In the time since itspinklava helpfully archived and detailed Kay's mysterious uploading practices following her hiatus, our girl who has been tryin' to get well has documented herself preparing sausages and pasta, "spuds green beans bacon and gravy", and sausages with "flat chips."

While showing off the air fryer she purchased for "roast spuds at christmastime", Kay lets us know that - as with her hob and oven - she exclusively uses the countertop mini convection oven at its max heat setting:


She goes on to tell the commentators who criticize her use of soybean oil to "stuff it", citing that she "doesn't have an extended life anyway" - Suggesting that her prognoses since christmastime have been rather poor.

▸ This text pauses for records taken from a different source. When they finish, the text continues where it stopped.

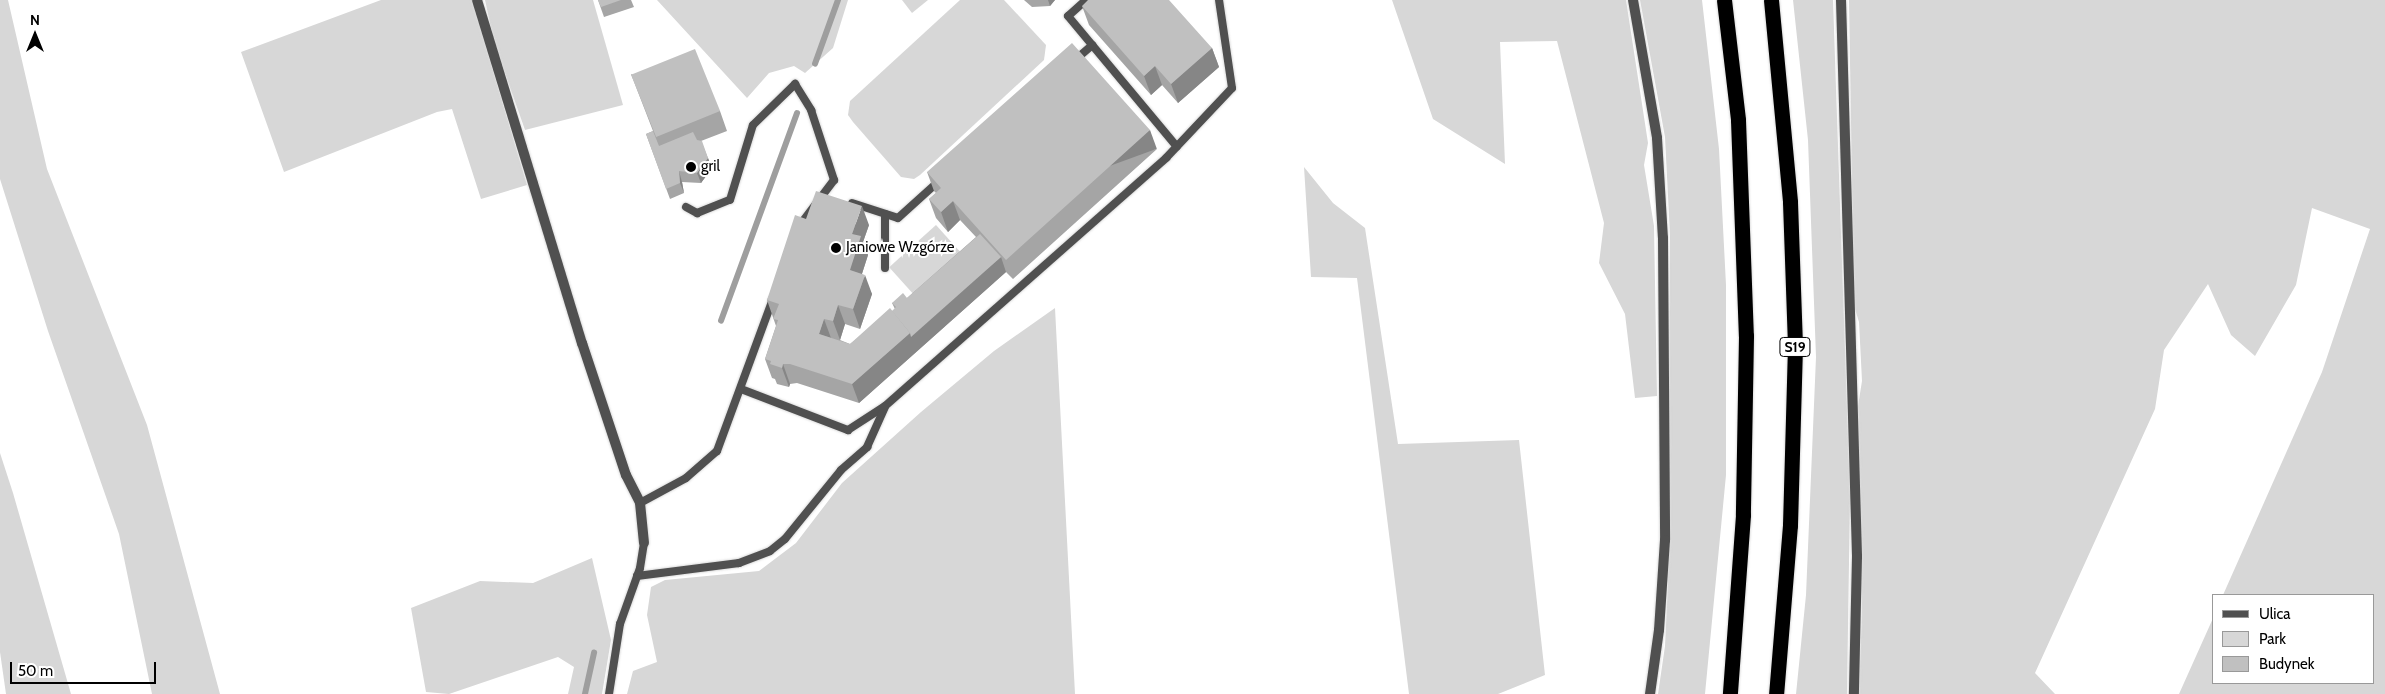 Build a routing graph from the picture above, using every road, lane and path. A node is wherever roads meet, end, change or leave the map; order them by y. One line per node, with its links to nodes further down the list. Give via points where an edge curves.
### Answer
1 (478, 0): 22 (street, via 582,342 626,475)
2 (1086, 0): 8 (lane, via 1068,16)
3 (1219, 0): 10 (lane, via 1232,88)
4 (1633, 0): 26 (street, via 1657,138 1663,238 1665,540 1659,630)
5 (1724, 0): 27 (highway, via 1738,120 1746,336 1743,515)
6 (1771, 0): 28 (highway, S19, via 1790,202 1795,346 1790,525)
7 (1841, 0): 29 (street, via 1857,557)
8 (1092, 45): 9 (lane); 10 (lane)
9 (1069, 65)
10 (1177, 147): 21 (lane)
11 (943, 178): 16 (lane, via 898,218)
12 (824, 194): 13 (lane); 15 (lane, via 834,180 830,160 811,110 794,84 753,125 730,200 698,213); 17 (lane)
13 (832, 197)
14 (841, 200): 16 (lane)
15 (686, 207)
16 (885, 214): 18 (lane)
17 (795, 237)
18 (885, 268)
19 (775, 293): 20 (lane)
20 (742, 389): 21 (lane, via 848,430); 22 (lane, via 717,451 686,478)
21 (885, 406): 24 (lane, via 867,447 841,470 785,540 770,551 739,563)
22 (640, 503): 23 (street)
23 (644, 543): 24 (lane)
24 (637, 576): 25 (lane, via 620,624)
25 (608, 694)
26 (1650, 694)
27 (1730, 694)
28 (1776, 694)
29 (1854, 694)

Kay advises viewers to "watch yer eardrums" because the fryer is "vurreh, vurreh LEOWD." She then begins yelling over the sound of its convection fan to argue with the voices in her head while she asserts 'YUV PROLLY SEEN IT BEHFOUH" and that she "doesn't know what to cook in it." She speaks in a stream-of-consciousness manner about "belly pork", before narrating everything she sees for the next few minutes.

At 6:44, we get to hear Kay experiencing a lint-expelling orgasm (which better contextualizes her yelling "GET OFF!" at everything she cooks). Later, Lee informs us that her excitement was over an undercooked potato.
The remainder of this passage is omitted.